- MNE 1.3.1
- Windows 10
Hello,
Some context: I am working with a 4 channels muse headset, tried an ICA, I then obtained 4 components that are mixtures between artifact and brain signals. Each of the components seems to have too much brain signal for me to discard it.
From there I wondered: What if you artificially add a new channel (for example via interpolation) in order to obtain a new component out of the ICA. It looks wrong as you do not add any new information for the ICA so the components will still be a “blending” of the same channels but you will surely get a new component and “reroll” the “mix percentage” for all of the components (and maybe get one that is more distinctly an artifact or a brain signal ?).
My question is: is artificially adding a channel (via interpolation for example) before performing ICA can gives interesting results or all the components found must be interpreted as bad and should not be looked at ? How MNE ICA function will handle these cases ? if it is wrong, what is the theory behind ?

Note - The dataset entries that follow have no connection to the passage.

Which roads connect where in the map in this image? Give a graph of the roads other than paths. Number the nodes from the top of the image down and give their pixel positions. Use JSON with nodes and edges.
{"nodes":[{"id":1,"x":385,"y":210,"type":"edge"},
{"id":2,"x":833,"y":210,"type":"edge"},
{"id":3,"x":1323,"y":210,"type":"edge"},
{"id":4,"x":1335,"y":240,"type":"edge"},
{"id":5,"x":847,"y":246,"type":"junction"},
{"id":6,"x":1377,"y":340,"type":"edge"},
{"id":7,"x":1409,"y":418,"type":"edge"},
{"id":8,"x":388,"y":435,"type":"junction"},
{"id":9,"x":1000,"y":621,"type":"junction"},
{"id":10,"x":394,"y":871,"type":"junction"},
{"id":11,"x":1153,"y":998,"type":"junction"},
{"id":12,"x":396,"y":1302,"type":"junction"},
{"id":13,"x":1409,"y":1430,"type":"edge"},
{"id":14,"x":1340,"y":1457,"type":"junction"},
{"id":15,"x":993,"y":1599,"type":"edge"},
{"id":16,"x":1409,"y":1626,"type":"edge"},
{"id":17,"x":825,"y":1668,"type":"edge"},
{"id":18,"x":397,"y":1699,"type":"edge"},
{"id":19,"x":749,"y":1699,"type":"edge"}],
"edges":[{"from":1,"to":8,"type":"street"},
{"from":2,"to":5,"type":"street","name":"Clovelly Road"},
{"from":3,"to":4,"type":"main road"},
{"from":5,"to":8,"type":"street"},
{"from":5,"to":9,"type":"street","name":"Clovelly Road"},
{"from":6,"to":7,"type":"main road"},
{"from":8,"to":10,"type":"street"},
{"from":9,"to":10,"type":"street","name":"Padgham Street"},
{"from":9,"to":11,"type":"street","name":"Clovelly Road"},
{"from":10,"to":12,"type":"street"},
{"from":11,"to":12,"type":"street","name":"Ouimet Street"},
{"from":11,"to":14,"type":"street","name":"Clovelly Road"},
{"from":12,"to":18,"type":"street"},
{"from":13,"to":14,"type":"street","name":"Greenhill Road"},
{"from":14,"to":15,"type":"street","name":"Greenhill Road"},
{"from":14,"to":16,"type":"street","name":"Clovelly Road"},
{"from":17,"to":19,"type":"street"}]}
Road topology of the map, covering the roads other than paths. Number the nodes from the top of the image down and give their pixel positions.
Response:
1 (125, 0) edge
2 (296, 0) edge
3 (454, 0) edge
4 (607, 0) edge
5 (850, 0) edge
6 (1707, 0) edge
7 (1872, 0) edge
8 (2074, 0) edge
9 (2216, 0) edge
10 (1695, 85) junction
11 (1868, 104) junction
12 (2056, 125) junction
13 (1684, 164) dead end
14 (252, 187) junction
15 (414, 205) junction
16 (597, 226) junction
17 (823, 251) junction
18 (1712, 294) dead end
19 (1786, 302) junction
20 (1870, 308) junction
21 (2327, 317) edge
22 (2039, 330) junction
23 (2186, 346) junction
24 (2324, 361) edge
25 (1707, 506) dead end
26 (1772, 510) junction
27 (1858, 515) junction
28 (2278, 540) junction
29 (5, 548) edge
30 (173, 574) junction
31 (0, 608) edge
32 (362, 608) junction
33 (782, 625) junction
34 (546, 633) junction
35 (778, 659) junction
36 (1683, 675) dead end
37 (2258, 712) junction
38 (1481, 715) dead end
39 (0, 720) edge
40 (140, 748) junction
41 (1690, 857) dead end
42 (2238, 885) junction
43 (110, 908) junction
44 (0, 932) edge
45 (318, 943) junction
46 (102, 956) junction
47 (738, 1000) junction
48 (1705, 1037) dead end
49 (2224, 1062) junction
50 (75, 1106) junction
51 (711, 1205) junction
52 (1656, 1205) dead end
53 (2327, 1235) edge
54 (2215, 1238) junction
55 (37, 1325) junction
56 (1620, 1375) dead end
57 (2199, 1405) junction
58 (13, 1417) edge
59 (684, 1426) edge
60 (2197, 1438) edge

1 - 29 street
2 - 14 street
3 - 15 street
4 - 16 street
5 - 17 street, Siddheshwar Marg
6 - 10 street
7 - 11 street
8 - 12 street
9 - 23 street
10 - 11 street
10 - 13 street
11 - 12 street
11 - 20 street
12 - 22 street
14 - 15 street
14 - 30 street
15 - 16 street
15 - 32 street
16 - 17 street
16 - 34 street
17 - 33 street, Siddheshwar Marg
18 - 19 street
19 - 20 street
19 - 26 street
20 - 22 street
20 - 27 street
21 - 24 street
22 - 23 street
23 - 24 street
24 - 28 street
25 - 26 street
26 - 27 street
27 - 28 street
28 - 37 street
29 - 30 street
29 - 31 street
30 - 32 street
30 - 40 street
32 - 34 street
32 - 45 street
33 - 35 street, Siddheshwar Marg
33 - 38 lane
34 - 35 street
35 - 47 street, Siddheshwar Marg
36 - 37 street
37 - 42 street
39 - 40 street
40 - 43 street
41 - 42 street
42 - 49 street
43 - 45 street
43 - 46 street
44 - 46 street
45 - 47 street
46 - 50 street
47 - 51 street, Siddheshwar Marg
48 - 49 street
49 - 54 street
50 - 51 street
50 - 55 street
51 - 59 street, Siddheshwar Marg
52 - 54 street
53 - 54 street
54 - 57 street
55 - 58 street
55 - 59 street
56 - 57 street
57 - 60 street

And lastly, what would change if the artificial channel added is the resulting of:
- an interpolation or a linear combination from another channel
- an exact copy of another channel time signal.
- an exact copy of another channel but with a white noise added
- a polynomial approximation with a sliding windows on another channel => via a savitzky-golay filter that has been applied on another channel and we take the resulting filtered signal.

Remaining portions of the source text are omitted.